Lee Thompson's drumming is squared and always perfectly "squares the circle" of the compositions.
Among these, all indeed commendable, the utmost attention is deserved by the LP's incipit, "French Navy", their most beautiful and characteristic single. Not despite the senses, but through them, it immediately delivers something sublime. Not at all withered.

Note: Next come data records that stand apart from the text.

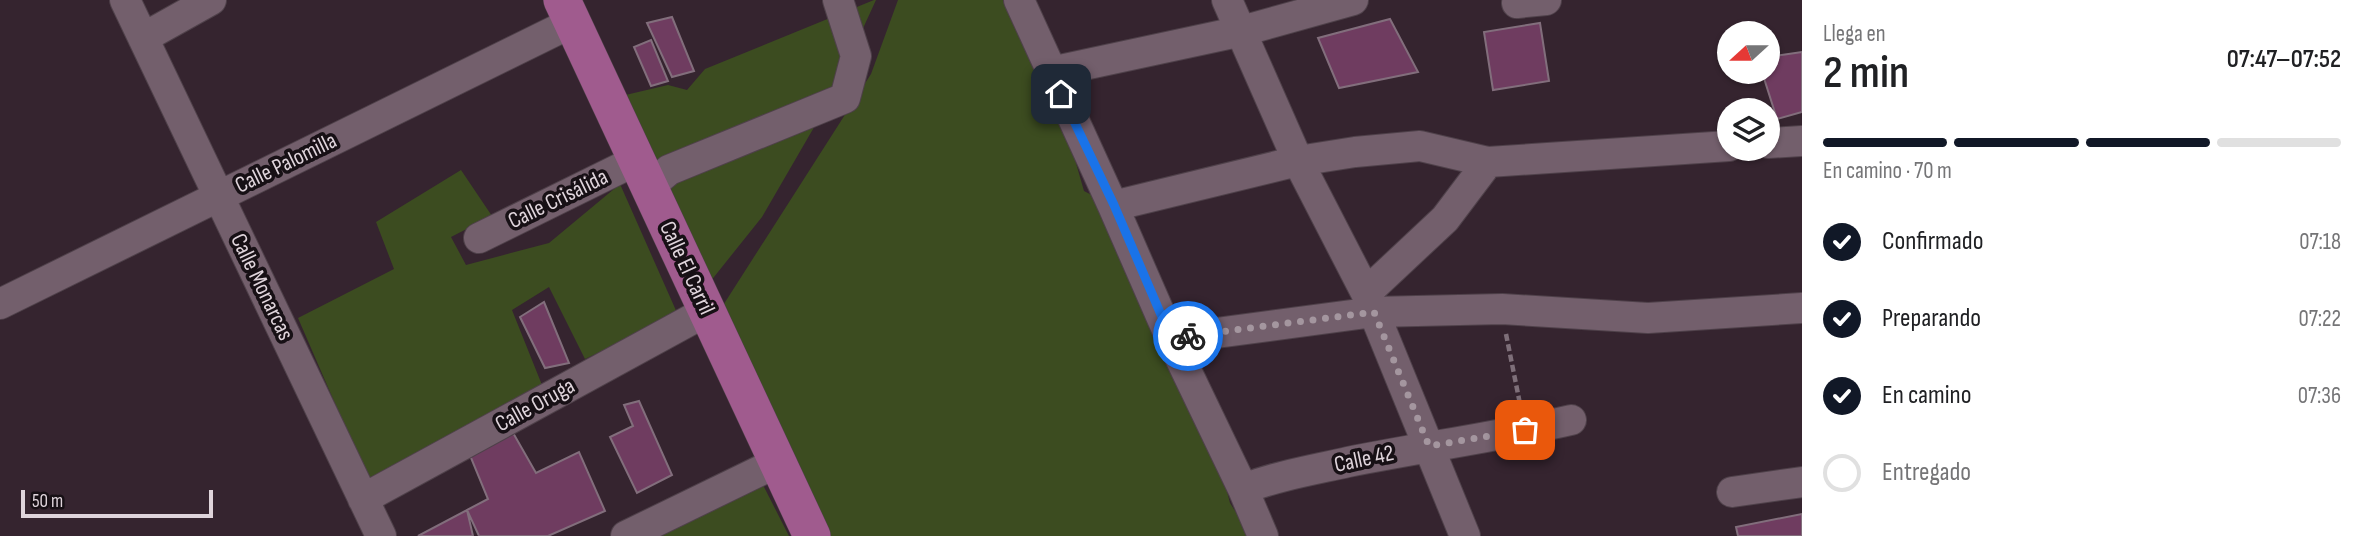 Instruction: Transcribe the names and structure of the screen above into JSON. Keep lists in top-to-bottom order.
{
  "streets": {
    "main road": ["Calle El Carril"],
    "street": [
      "Calle Palomilla",
      "Calle Crisálida",
      "Calle Monarcas",
      "Calle Oruga",
      "Calle 42"
    ]
  },
  "crossings": [
    ["Calle Palomilla", "Calle El Carril"],
    ["Calle Palomilla", "Calle Monarcas"],
    ["Calle Crisálida", "Calle El Carril"],
    ["Calle El Carril", "Calle Oruga"],
    ["Calle Monarcas", "Calle Oruga"]
  ],
  "scale_bar": "50 m",
  "north": "left",
  "page": {
    "heading": ["2 min", "Llega en", "07:47–07:52"],
    "bar": "En camino · 70 m",
    "list": [
      ["Confirmado", "07:18"],
      ["Preparando", "07:22"],
      ["En camino", "07:36"],
      "Entregado"
    ],
    "scale": "50 m"
  }
} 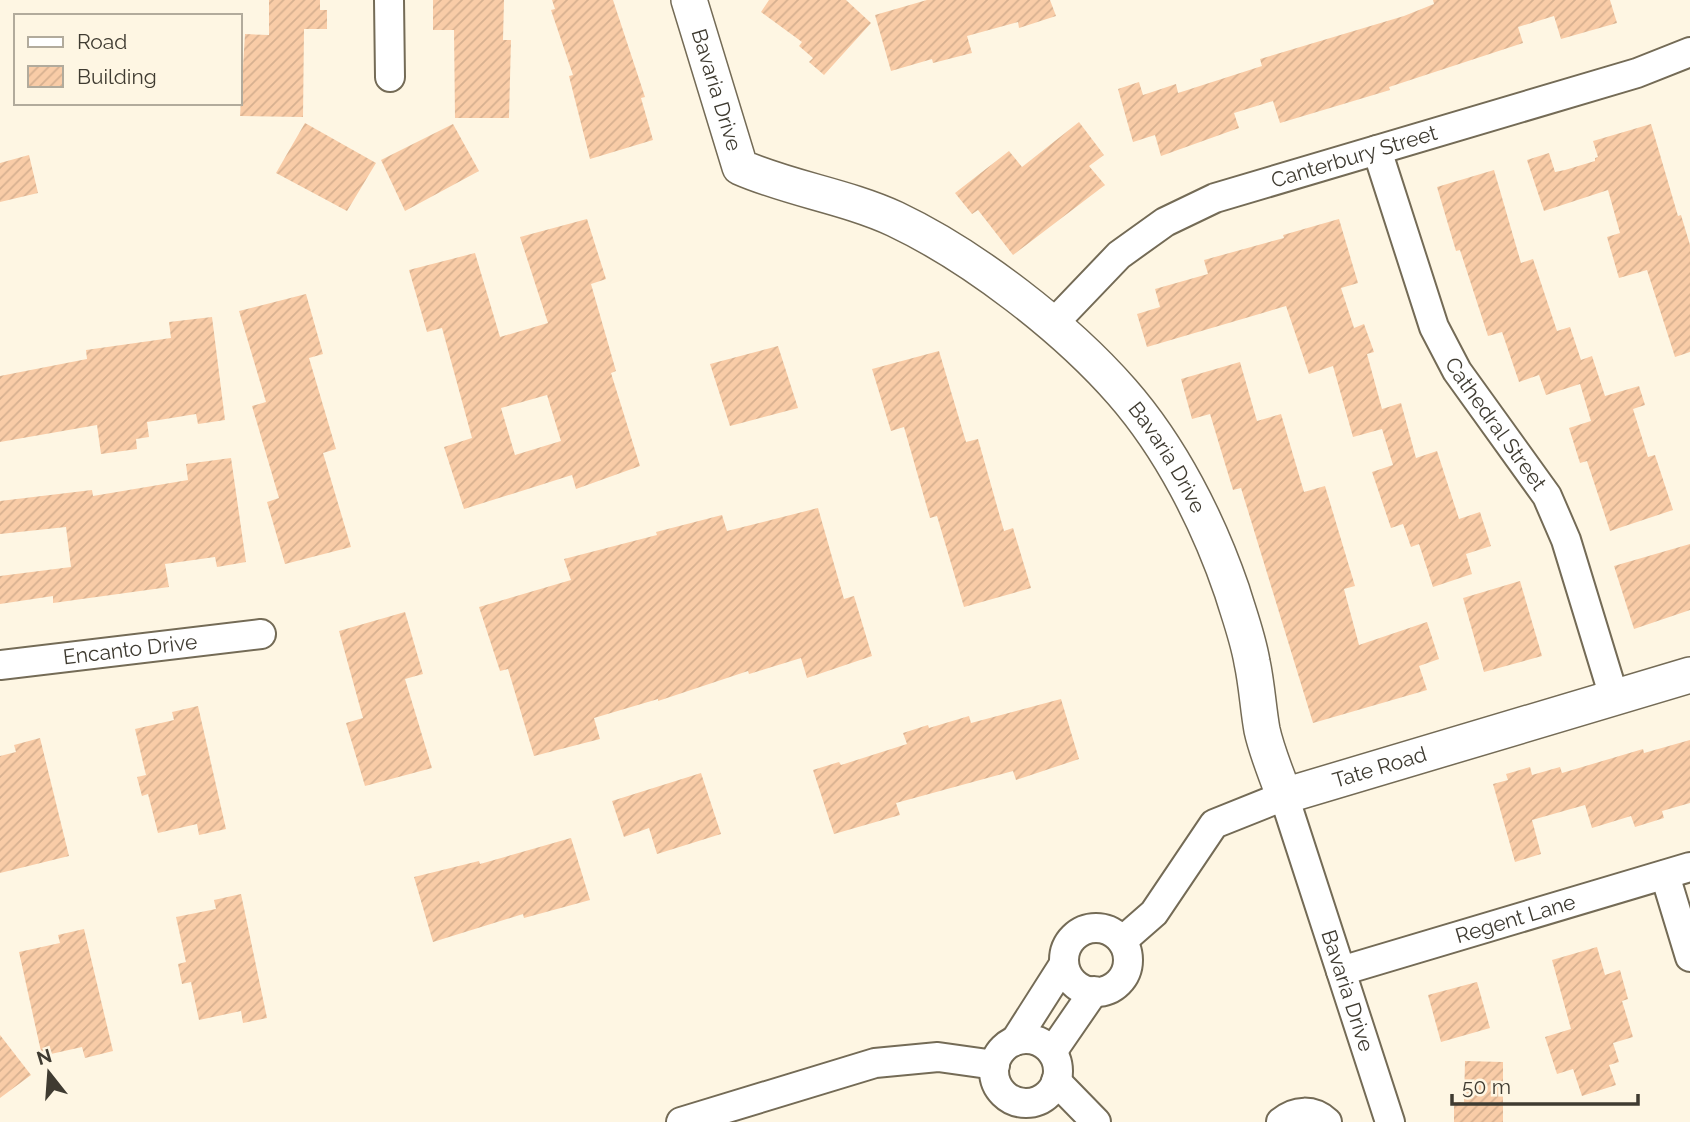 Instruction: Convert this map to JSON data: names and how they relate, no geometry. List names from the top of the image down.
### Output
{
  "streets": {
    "street": [
      "Bavaria Drive",
      "Canterbury Street",
      "Cathedral Street",
      "Encanto Drive",
      "Tate Road",
      "Regent Lane"
    ]
  },
  "crossings": [
    ["Bavaria Drive", "Canterbury Street"],
    ["Bavaria Drive", "Tate Road"],
    ["Bavaria Drive", "Regent Lane"],
    ["Canterbury Street", "Cathedral Street"],
    ["Cathedral Street", "Tate Road"]
  ],
  "legend": ["Road", "Building"],
  "scale_bar": "50 m",
  "north": "top"
} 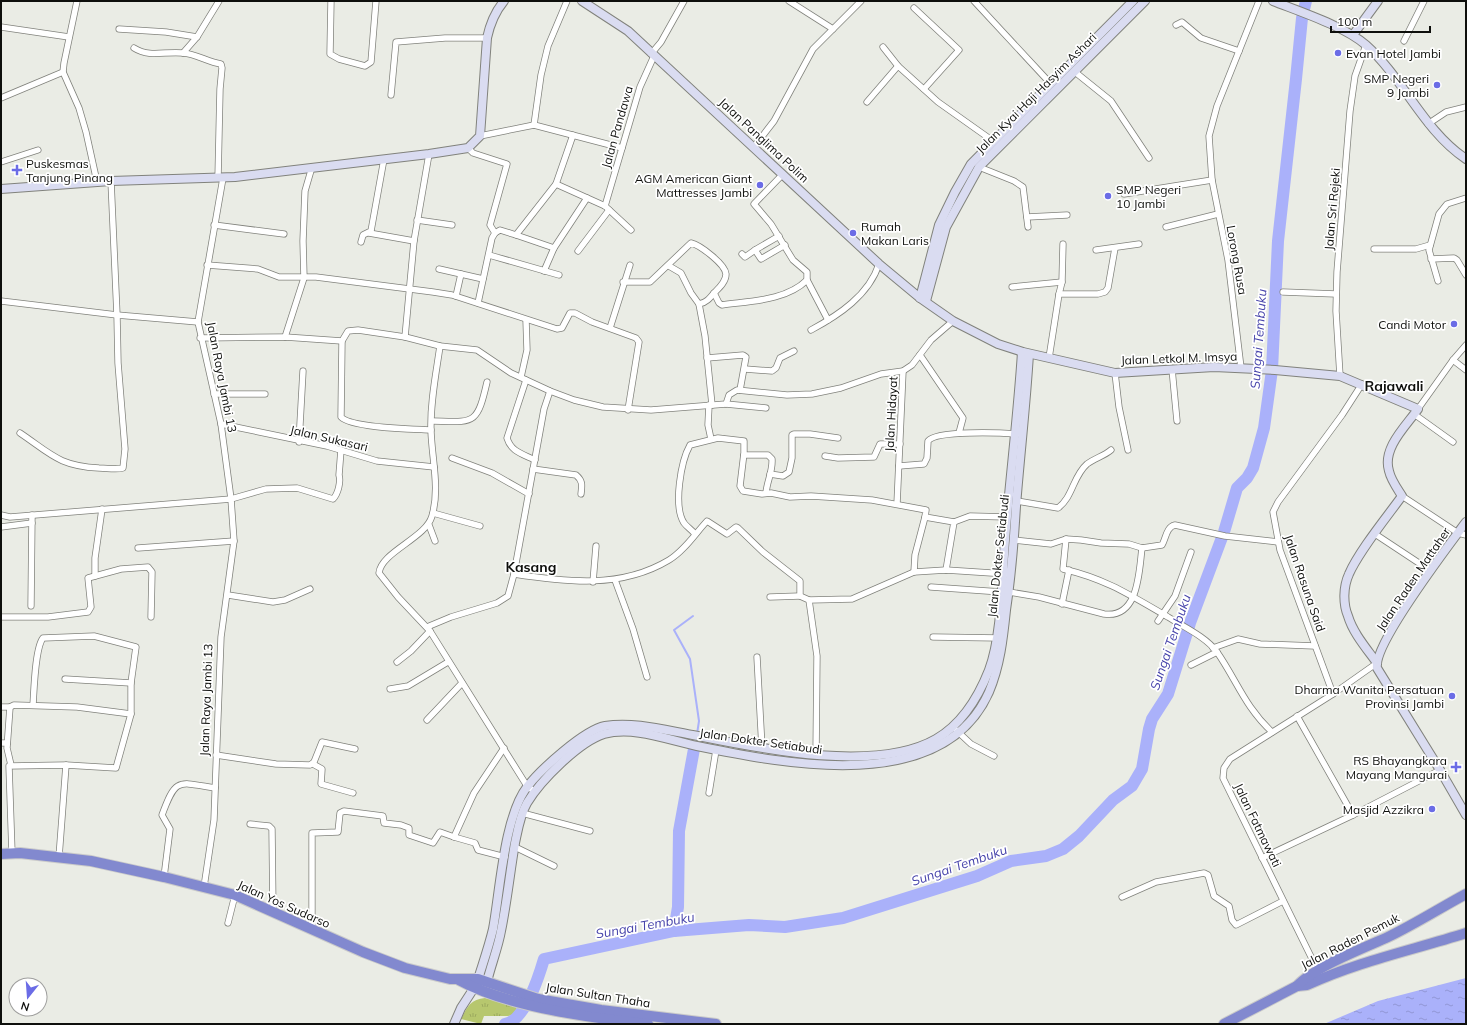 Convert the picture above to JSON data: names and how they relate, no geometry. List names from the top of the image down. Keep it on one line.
{"streets":{"highway":["Jalan Yos Sudarso","Jalan Raden Pemuk","Jalan Sultan Thaha"],"street":["Jalan Kyai Haji Hasyim Ashari","Jalan Pandawa","Jalan Panglima Polim","Jalan Sri Rejeki","Lorong Rusa","Jalan Letkol M. Imsya","Jalan Raya Jambi 13","Jalan Hidayat","Jalan Sukasari","Jalan Dokter Setiabudi","Jalan Raden Mattaher","Jalan Rasuna Said","Jalan Fatmawati"]},"crossings":[["Jalan Kyai Haji Hasyim Ashari","Jalan Panglima Polim"],["Jalan Kyai Haji Hasyim Ashari","Jalan Letkol M. Imsya"],["Jalan Pandawa","Jalan Panglima Polim"],["Jalan Panglima Polim","Jalan Letkol M. Imsya"],["Jalan Sri Rejeki","Jalan Letkol M. Imsya"],["Lorong Rusa","Jalan Letkol M. Imsya"],["Jalan Letkol M. Imsya","Jalan Hidayat"],["Jalan Letkol M. Imsya","Jalan Dokter Setiabudi"],["Jalan Letkol M. Imsya","Jalan Rasuna Said"],["Jalan Raya Jambi 13","Jalan Sukasari"],["Jalan Raya Jambi 13","Jalan Yos Sudarso"],["Jalan Dokter Setiabudi","Jalan Yos Sudarso"],["Jalan Dokter Setiabudi","Jalan Sultan Thaha"],["Jalan Raden Mattaher","Jalan Fatmawati"],["Jalan Rasuna Said","Jalan Fatmawati"],["Jalan Fatmawati","Jalan Raden Pemuk"],["Jalan Yos Sudarso","Jalan Sultan Thaha"]],"districts":["Rajawali","Kasang"],"water":["Sungai Tembuku"],"places":{"other":["Evan Hotel Jambi","SMP Negeri 9 Jambi","AGM American Giant Mattresses Jambi","SMP Negeri 10 Jambi","Rumah Makan Laris","Candi Motor","Dharma Wanita Persatuan Provinsi Jambi","Masjid Azzikra"],"health":["Puskesmas Tanjung Pinang","RS Bhayangkara Mayang Mangurai"]},"scale_bar":"100 m","north":"bottom"} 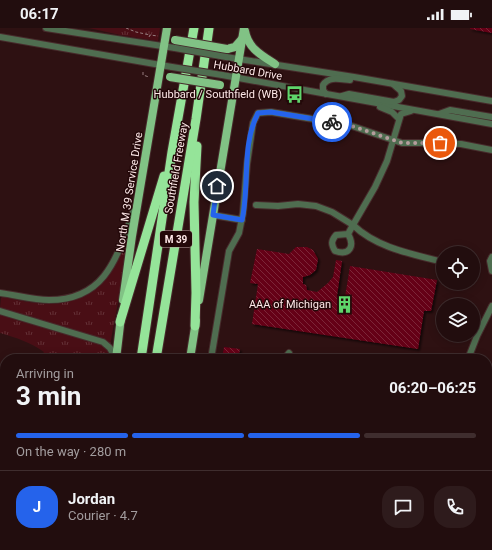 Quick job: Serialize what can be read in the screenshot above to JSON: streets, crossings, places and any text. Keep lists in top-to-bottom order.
{
  "streets": {
    "highway": ["Southfield Freeway", "M 39"],
    "main road": ["North M 39 Service Drive"],
    "street": ["Hubbard Drive"]
  },
  "crossings": [
    ["Hubbard Drive", "North M 39 Service Drive"]
  ],
  "places": {
    "bus stop": ["Hubbard / Southfield (WB)"],
    "building": ["AAA of Michigan"]
  },
  "page": {
    "status": "06:17",
    "heading": ["3 min", "Arriving in", "06:20–06:25"],
    "panel": ["Jordan", "Courier · 4.7"],
    "bar": "On the way · 280 m",
    "round": "J"
  }
}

Then "Swans", ethereal, and "Careless Love", instead, "careless love" that certainly makes the singer suffer a lot, who, like a nightingale, dives onto a white rose.
"Away With Murder" swollen with veils and distances, travels between rarefaction and longing, where, apparently, it completes itself.
An intense lyrical imprint lies within simple dramatic-narrative forms. Campbell is a confidential writer who fights spleen with a certain wandering and rambling romanticism, with texts that align travels and broken hearts above all, matched and supported by pleasant melodies for ballads and uptempo songs.
The lush chamber (dark, obscure) Pop of "My Maudlin Career," which echoes "Out In The Country," from 2006, is certainly to be promoted (with at least 3.5 stars). It will prove sufficiently subliminal to influence at least your subsequent listening.
"What do you carry under the mantle
That with invisible force
Penetrates my soul?" (Novalis or Campbell)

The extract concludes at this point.